April 2018

I have written an accurate simulator of the iOS puzzle game *SPL-T*, suitable for simulating and analyzing large sets of
games. While an optimal playing sequence for *SPL-T* very likely exists, I will show that it is not possible to find it with a
simple
brute force approach. Despite that, with a slightly modified brute-force approach I was able to set a new record of 1027 moves. I will also prove that even longer games (at least 1058 moves) are possible.

*SPL-T* is a puzzle game released by Simogo in 2015 for iOS devices. Everything Simogo has made so far is wonderful and quirky, and while *SPL-T* was quite a departure from their usual fare, it's very good. Try a few rounds... the following writeup will be a lot more meaningful to you if you have some context.

A game of split starts with a box 8 units wide and 16 units tall. You begin by splitting the box in half horizontally, so that the game board now consists of two 8x8 blocks.

Then you choose one of these two blocks to split in half, but now the split will be vertical.

This continues for as long as you can manage: pick a box to split in half, the split direction alternates between vertical and horizontal. You may not split a box into a height or width of less than one unit. This alone would make for an uninteresting game, so there are some extra mechanics:

- When your split creates a cluster of four or more equal sized blocks, they are assigned a number equal to the number of splits you have made so far. These are now 'point blocks'. You cannot split a point block, so they act like dead space on the board.
- Every time you make a split, the number on every point block counts down by one. If it reaches zero, the block vanishes.
- When point blocks vanish, they leave behind a void. Other blocks above the void might be able to fall down into this void. If a point block falls, its number is halved.
- If this vanishing and/or falling leaves a void at the top of the board, fresh blocks will be introduced to fill them.

That's all.
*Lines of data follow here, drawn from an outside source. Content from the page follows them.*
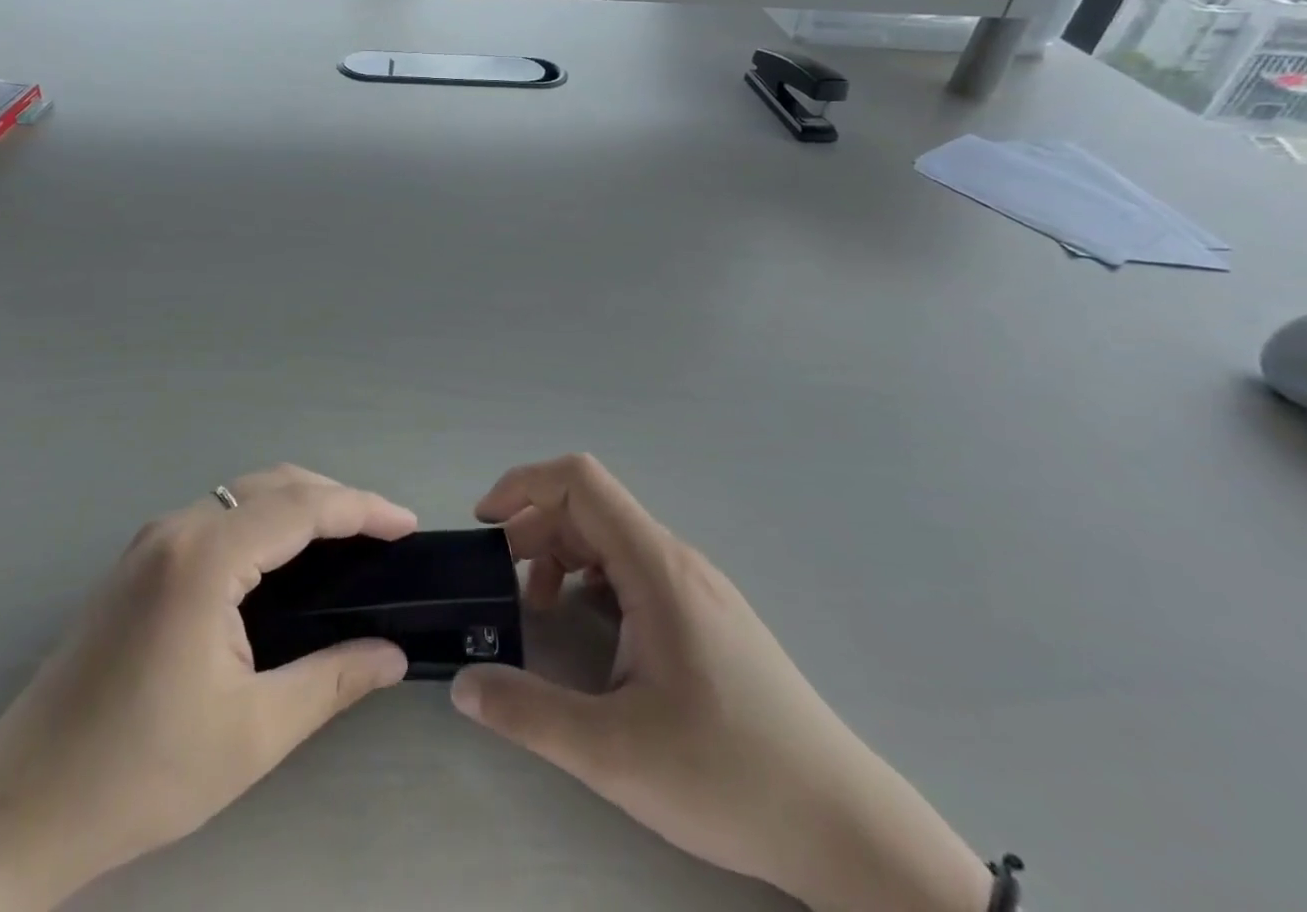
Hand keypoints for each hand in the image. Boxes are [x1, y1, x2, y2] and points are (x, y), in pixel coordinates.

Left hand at [0, 465, 416, 911]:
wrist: (16, 810)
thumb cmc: (139, 774)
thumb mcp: (252, 733)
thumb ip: (332, 680)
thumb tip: (393, 654)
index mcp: (205, 557)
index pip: (302, 506)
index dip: (362, 508)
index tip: (407, 525)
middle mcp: (177, 528)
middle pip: (274, 484)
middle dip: (336, 498)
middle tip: (384, 535)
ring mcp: (152, 540)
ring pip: (245, 493)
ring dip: (300, 504)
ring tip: (347, 542)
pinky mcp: (139, 560)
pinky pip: (219, 515)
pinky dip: (265, 520)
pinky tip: (284, 559)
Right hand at [450, 455, 992, 911]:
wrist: (844, 825)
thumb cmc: (730, 776)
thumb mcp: (615, 753)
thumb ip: (528, 715)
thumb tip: (462, 684)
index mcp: (656, 566)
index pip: (581, 481)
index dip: (524, 484)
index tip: (485, 524)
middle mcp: (676, 559)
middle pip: (589, 507)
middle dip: (534, 530)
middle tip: (502, 582)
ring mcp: (695, 586)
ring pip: (611, 537)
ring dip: (561, 555)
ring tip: (538, 607)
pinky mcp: (705, 615)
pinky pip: (633, 569)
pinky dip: (591, 579)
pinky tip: (587, 629)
The aim of the game is to keep going for as long as you can. Described like this, it might not sound like the most exciting video game in the world. But it's surprisingly deep and fun to play. As the official marketing copy goes:

This is a true single player game, there is no opponent. A particularly interesting aspect is that there areWe know. It doesn’t look like much. But we promise that it’s a very good puzzle game. Like, really good.

This observation grew into a bit of an obsession for me. If there is no randomness, then there must exist a best possible play sequence. How long is it, and why? You can make a handwaving argument that games should not be able to go on forever: point blocks take on progressively larger values the longer you play, and so they also take longer to clear. Eventually they will choke out the board, but when? Could you find the longest possible sequence by asking a computer to brute-force play all possible games?
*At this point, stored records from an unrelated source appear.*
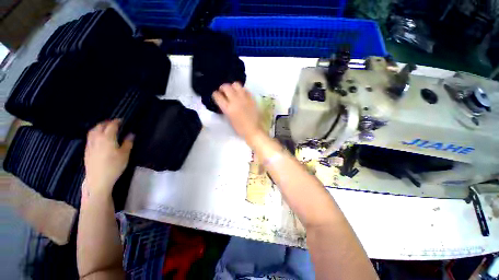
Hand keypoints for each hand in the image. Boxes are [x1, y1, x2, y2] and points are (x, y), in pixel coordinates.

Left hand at [83, 119, 133, 197]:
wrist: (98, 179)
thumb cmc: (114, 166)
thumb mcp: (125, 154)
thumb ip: (128, 143)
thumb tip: (131, 134)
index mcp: (107, 138)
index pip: (111, 126)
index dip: (117, 122)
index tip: (122, 120)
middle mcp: (97, 138)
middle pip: (100, 126)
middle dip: (107, 122)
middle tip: (114, 122)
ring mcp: (90, 144)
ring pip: (92, 131)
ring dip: (99, 126)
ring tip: (105, 127)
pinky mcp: (87, 150)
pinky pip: (90, 137)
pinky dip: (94, 133)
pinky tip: (98, 137)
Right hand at [213, 83, 262, 139]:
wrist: (253, 130)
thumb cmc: (239, 128)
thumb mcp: (229, 119)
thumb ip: (225, 108)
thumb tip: (223, 101)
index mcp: (228, 108)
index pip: (217, 96)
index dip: (215, 94)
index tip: (216, 95)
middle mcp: (235, 101)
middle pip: (226, 87)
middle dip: (222, 88)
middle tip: (223, 91)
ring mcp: (244, 98)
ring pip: (236, 84)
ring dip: (232, 87)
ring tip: (233, 91)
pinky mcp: (251, 98)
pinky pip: (245, 89)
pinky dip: (242, 90)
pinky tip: (242, 95)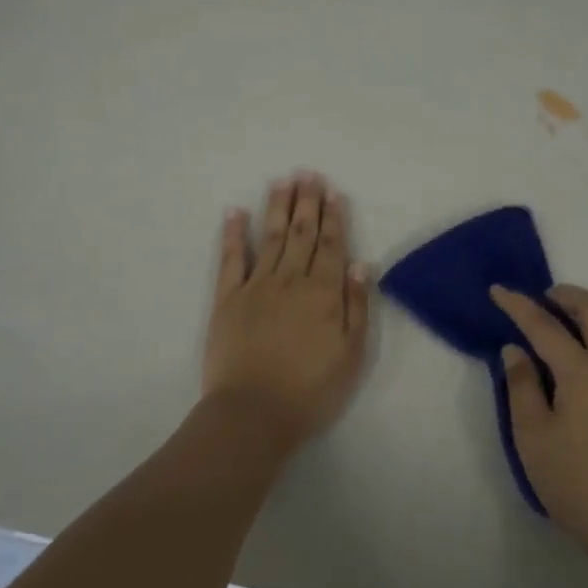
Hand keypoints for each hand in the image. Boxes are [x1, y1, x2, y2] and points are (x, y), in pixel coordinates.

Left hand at [203, 173, 370, 448]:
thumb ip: (357, 306)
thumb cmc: (311, 390)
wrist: (254, 413)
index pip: (331, 246)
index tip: (332, 192)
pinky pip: (230, 259)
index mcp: (324, 293)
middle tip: (307, 173)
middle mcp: (291, 280)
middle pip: (301, 234)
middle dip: (306, 202)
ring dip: (277, 208)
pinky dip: (233, 234)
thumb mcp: (352, 355)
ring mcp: (256, 286)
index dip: (333, 217)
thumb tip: (360, 263)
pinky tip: (236, 212)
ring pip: (271, 238)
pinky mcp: (227, 299)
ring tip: (282, 181)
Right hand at [489, 284, 587, 558]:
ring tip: (578, 331)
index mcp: (583, 374)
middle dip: (568, 296)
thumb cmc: (572, 482)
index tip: (499, 290)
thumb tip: (516, 349)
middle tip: (546, 299)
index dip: (518, 305)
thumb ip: (521, 386)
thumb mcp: (532, 436)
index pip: (545, 327)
Let me share with you what I learned along the way.

*Footnote:* In this writeup I am only interested in game lengths, but there is also a scoring component. Every split earns one point. Every decrement of a point block goes into your score (which includes halving events when point blocks fall). When a point block vanishes, you are given points equal to its area.

Before we get started, it would be helpful to survey the field for some context. There is no official leader board, and game scores are kept local to your device. My sources are people bragging on Twitter or the TouchArcade forums, so this is not an authoritative list but it's a start. As of December 2017, here is the top 10 according to my search:

Rank | Name | Game Score | Game Length |
---|---|---|---|

1 | @baronvonholbach | 606051 | 973 |

2 | bamako | 549368 | 954 |

3 | @michalboo | 502785 | 911 |

4 | @palevich | 453245 | 869 |

5 | @simei89ss | 436448 | 868 |

6 | @hzlrbbt | 449653 | 865 |

7 | @chriszka | 413055 | 843 |

8 | @mangosquash | 379116 | 804 |

9 | floplus | 381621 | 801 |

10 (tied) | @thesymmetrist | 376176 | 792 |

10 (tied) | @ewr24 | 371340 | 792 |

A plot of the top 20 scores looks like this:

If you've played *SPL-T*, you'll recognize that these are impressive scores! A game shorter than 600 splits doesn't even get you into the top 20. Notice also that there is a fairly good correlation between score and length, with no outliers. This suggests that nobody made a low-effort fake when posting their numbers.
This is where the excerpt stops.